* **Try it**: The records below are to be retyped in full, without any alteration.

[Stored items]

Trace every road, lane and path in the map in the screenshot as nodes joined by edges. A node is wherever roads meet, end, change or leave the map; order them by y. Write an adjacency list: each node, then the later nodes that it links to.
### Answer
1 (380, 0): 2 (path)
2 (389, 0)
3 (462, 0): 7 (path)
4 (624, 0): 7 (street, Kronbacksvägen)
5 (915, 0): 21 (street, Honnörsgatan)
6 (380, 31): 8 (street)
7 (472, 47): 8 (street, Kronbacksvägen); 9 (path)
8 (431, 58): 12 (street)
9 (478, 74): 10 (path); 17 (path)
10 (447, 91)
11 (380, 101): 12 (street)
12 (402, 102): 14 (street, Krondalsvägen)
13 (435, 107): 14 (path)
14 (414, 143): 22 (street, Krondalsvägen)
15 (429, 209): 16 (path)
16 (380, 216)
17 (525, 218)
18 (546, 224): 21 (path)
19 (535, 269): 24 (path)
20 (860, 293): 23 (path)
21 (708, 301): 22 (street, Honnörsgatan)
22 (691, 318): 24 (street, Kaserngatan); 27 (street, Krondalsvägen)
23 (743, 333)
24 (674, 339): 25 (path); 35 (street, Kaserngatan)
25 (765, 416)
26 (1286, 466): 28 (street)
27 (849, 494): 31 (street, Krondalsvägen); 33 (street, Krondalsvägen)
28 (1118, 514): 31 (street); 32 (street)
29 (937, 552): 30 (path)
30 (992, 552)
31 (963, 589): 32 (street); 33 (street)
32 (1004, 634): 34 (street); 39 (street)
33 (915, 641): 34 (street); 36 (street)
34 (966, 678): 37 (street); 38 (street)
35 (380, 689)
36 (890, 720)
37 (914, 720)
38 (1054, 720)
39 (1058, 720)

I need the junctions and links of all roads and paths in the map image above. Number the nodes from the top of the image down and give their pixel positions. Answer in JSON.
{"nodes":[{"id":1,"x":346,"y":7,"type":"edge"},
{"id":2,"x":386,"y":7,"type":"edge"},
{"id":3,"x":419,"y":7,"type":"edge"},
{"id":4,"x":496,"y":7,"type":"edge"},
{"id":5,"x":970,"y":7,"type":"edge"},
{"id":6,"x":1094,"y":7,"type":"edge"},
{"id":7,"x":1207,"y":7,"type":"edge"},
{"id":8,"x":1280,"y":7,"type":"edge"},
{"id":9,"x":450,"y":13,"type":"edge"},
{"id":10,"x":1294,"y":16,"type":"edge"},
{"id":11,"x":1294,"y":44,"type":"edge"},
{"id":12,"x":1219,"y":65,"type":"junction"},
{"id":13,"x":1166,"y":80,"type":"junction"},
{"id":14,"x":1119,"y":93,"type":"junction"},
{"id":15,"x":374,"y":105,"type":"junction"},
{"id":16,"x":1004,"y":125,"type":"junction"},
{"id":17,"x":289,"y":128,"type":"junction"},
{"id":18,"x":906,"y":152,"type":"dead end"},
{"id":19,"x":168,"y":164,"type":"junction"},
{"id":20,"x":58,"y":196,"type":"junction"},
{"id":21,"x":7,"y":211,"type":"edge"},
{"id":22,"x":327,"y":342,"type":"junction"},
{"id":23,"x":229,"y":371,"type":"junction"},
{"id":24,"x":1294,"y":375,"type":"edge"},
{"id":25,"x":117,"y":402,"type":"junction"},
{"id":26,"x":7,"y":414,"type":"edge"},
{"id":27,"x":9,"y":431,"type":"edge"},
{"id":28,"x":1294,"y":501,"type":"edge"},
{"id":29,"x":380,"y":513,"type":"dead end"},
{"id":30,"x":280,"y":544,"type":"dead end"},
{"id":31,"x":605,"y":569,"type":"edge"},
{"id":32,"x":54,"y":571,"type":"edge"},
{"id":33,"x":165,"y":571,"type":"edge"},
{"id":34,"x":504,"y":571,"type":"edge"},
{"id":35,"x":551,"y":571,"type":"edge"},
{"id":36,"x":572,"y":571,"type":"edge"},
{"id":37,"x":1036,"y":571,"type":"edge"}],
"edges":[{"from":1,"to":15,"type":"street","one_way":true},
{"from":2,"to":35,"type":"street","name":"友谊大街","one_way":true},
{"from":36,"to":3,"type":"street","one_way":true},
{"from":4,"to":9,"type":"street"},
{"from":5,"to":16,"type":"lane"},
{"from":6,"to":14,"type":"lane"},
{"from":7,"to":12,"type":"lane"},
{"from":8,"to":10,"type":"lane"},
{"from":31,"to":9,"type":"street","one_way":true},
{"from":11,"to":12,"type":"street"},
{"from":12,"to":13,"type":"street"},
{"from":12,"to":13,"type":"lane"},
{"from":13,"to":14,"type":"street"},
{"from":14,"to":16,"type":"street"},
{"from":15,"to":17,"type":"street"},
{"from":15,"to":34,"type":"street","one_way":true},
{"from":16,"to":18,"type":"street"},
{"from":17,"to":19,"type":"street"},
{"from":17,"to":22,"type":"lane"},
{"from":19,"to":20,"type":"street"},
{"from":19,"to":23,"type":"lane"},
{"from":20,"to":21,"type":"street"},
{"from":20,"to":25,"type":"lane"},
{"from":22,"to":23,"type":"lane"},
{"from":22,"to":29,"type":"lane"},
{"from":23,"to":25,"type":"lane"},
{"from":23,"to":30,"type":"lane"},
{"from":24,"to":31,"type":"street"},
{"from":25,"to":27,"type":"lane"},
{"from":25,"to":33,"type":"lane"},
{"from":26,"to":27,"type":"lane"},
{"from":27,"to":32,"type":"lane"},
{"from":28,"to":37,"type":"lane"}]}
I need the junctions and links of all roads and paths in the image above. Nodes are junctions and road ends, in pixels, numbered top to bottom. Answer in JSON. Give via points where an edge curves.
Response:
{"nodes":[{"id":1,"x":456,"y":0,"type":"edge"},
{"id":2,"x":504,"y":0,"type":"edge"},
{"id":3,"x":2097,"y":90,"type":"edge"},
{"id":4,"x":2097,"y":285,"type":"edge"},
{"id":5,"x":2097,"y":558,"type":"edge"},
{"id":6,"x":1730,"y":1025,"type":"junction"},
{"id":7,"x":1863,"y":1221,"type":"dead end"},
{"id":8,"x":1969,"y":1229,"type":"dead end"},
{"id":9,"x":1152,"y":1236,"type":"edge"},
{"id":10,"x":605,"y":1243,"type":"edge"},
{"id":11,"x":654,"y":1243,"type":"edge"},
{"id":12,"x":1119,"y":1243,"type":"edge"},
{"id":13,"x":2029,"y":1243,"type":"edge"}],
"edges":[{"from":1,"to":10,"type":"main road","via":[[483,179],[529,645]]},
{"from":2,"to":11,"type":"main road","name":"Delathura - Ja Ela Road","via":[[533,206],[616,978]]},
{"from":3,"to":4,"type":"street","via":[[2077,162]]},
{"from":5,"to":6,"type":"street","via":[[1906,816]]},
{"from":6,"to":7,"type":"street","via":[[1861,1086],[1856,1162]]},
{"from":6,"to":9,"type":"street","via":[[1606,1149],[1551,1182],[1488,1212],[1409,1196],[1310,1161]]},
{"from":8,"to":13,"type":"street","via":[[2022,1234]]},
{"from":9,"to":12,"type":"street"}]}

* **Task answer**:
Trace every road, lane and path in the map in the screenshot as nodes joined by edges. A node is wherever roads meet, end, change or leave the map; order them by y. Write an adjacency list: each node, then the later nodes that it links to.
### Answer
1 (380, 0): 2 (path)
2 (389, 0)
3 (462, 0): 7 (path)
4 (624, 0): 7 (street, Kronbacksvägen)
5 (915, 0): 21 (street, Honnörsgatan)
6 (380, 31): 8 (street)
7 (472, 47): 8 (street, Kronbacksvägen); 9 (path)
8 (431, 58): 12 (street)
9 (478, 74): 10 (path); 17 (path)
10 (447, 91)
11 (380, 101): 12 (street)
12 (402, 102): 14 (street, Krondalsvägen)
13 (435, 107): 14 (path)
14 (414, 143): 22 (street, Krondalsvägen)
15 (429, 209): 16 (path)
16 (380, 216)
17 (525, 218)
18 (546, 224): 21 (path)
19 (535, 269): 24 (path)
20 (860, 293): 23 (path)
21 (708, 301): 22 (street, Honnörsgatan)
22 (691, 318): 24 (street, Kaserngatan); 27 (street, Krondalsvägen)
23 (743, 333)
24 (674, 339): 25 (path); 35 (street, Kaserngatan)
25 (765, 416)
26 (1286, 466): 28 (street)
27 (849, 494): 31 (street, Krondalsvägen); 33 (street, Krondalsvägen)
28 (1118, 514): 31 (street); 32 (street)
29 (937, 552): 30 (path)
30 (992, 552)
31 (963, 589): 32 (street); 33 (street)
32 (1004, 634): 34 (street); 39 (street)
33 (915, 641): 34 (street); 36 (street)
34 (966, 678): 37 (street); 38 (street)
35 (380, 689)
36 (890, 720)
37 (914, 720)
38 (1054, 720)
39 (1058, 720)

I need the junctions and links of all roads and paths in the map image above. Number the nodes from the top of the image down and give their pixel positions. Answer in JSON.
{"nodes":[{"id":1,"x":346,"y":7,"type":"edge"},
{"id":2,"x":386,"y":7,"type":"edge"},
{"id":3,"x":419,"y":7,"type":"edge"},
{"id":4,"x":496,"y":7,"type":"edge"},
{"id":5,"x":970,"y":7,"type":"edge"},
{"id":6,"x":1094,"y":7,"type":"edge"},
{"id":7,"x":1207,"y":7,"type":"edge"},
{"id":8,"x":1280,"y":7,"type":"edge"},
{"id":9,"x":450,"y":13,"type":"edge"},
{"id":10,"x":1294,"y":16,"type":"edge"},
{"id":11,"x":1294,"y":44,"type":"edge"},
{"id":12,"x":1219,"y":65,"type":"junction"},
{"id":13,"x":1166,"y":80,"type":"junction"},
{"id":14,"x":1119,"y":93,"type":"junction"},
{"id":15,"x":374,"y":105,"type":"junction"},
{"id":16,"x":1004,"y":125,"type":"junction"},
{"id":17,"x":289,"y":128,"type":"junction"},
{"id":18,"x":906,"y":152,"type":"dead end"},
{"id":19,"x":168,"y":164,"type":"junction"},
{"id":20,"x":58,"y":196,"type":"junction"},
{"id":21,"x":7,"y":211,"type":"edge"},
{"id":22,"x":327,"y":342,"type":"junction"},
{"id":23,"x":229,"y":371,"type":"junction"},
{"id":24,"x":1294,"y":375,"type":"edge"},
{"id":25,"x":117,"y":402,"type":"junction"},
{"id":26,"x":7,"y":414,"type":"edge"},
{"id":27,"x":9,"y":431,"type":"edge"},
{"id":28,"x":1294,"y":501,"type":"edge"},
{"id":29,"x":380,"y":513,"type":"dead end"},
{"id":30,"x":280,"y":544,"type":"dead end"},
{"id":31,"x":605,"y":569,"type":"edge"},
{"id":32,"x":54,"y":571,"type":"edge"},
{"id":33,"x":165,"y":571,"type":"edge"},
{"id":34,"x":504,"y":571,"type":"edge"},
{"id":35,"x":551,"y":571,"type":"edge"},
{"id":36,"x":572,"y":571,"type":"edge"},
{"id":37,"x":1036,"y":571,"type":"edge"}],
"edges":[{"from":1,"to":15,"type":"street","one_way":true},
{"from":2,"to":35,"type":"street","name":"友谊大街","one_way":true},
{"from":36,"to":3,"type":"street","one_way":true},
{"from":4,"to":9,"type":"street"},
{"from":5,"to":16,"type":"lane"},
{"from":6,"to":14,"type":"lane"},
{"from":7,"to":12,"type":"lane"},
{"from":8,"to":10,"type":"lane"},
{"from":31,"to":9,"type":"street","one_way":true},
{"from":11,"to":12,"type":"street"},
{"from":12,"to":13,"type":"street"},
{"from":12,"to":13,"type":"lane"},
{"from":13,"to":14,"type":"street"},
{"from":14,"to":16,"type":"street"},
{"from":15,"to":17,"type":"street"},
{"from":15,"to":34,"type":"street","one_way":true},
{"from":16,"to":18,"type":"street"},
{"from":17,"to":19,"type":"street"},
{"from":17,"to":22,"type":"lane"},
{"from":19,"to":20,"type":"street"},
{"from":19,"to":23,"type":"lane"},
{"from":20,"to":21,"type":"street"},
{"from":20,"to":25,"type":"lane"},
{"from":22,"to":23,"type":"lane"},
{"from":22,"to":29,"type":"lane"},
{"from":23,"to":25,"type":"lane"},
{"from":23,"to":30,"type":"lane"},
{"from":24,"to":31,"type":"street"},
{"from":25,"to":27,"type":"lane"},
{"from":25,"to":33,"type":"lane"},
{"from":26,"to":27,"type":"lane"},
{"from":27,"to":32,"type":"lane"},
{"from":28,"to":37,"type":"lane"}]}
I need the junctions and links of all roads and paths in the image above. Nodes are junctions and road ends, in pixels, numbered top to bottom. Answer in JSON. Give via points where an edge curves.
Response:
{"nodes":[{"id":1,"x":456,"y":0,"type":"edge"},
{"id":2,"x":504,"y":0,"type":"edge"},
{"id":3,"x":2097,"y":90,"type":"edge"},
{"id":4,"x":2097,"y":285,"type":"edge"},
{"id":5,"x":2097,"y":558,"type":"edge"},
{"id":6,"x":1730,"y":1025,"type":"junction"},
{"id":7,"x":1863,"y":1221,"type":"dead end"},
{"id":8,"x":1969,"y":1229,"type":"dead end"},
{"id":9,"x":1152,"y":1236,"type":"edge"},
{"id":10,"x":605,"y":1243,"type":"edge"},
{"id":11,"x":654,"y":1243,"type":"edge"},
{"id":12,"x":1119,"y":1243,"type":"edge"},
{"id":13,"x":2029,"y":1243,"type":"edge"}],
"edges":[{"from":1,"to":10,"type":"main road","via":[[483,179],[529,645]]},
{"from":2,"to":11,"type":"main road","name":"Delathura - Ja Ela Road","via":[[533,206],[616,978]]},
{"from":3,"to":4,"type":"street","via":[[2077,162]]},
{"from":5,"to":6,"type":"street","via":[[1906,816]]},
{"from":6,"to":7,"type":"street","via":[[1861,1086],[1856,1162]]},
{"from":6,"to":9,"type":"street","via":[[1606,1149],[1551,1182],[1488,1212],[1409,1196],[1310,1161]]},
{"from":8,"to":13,"type":"street","via":[[2022,1234]]},
{"from":9,"to":12,"type":"street"}]}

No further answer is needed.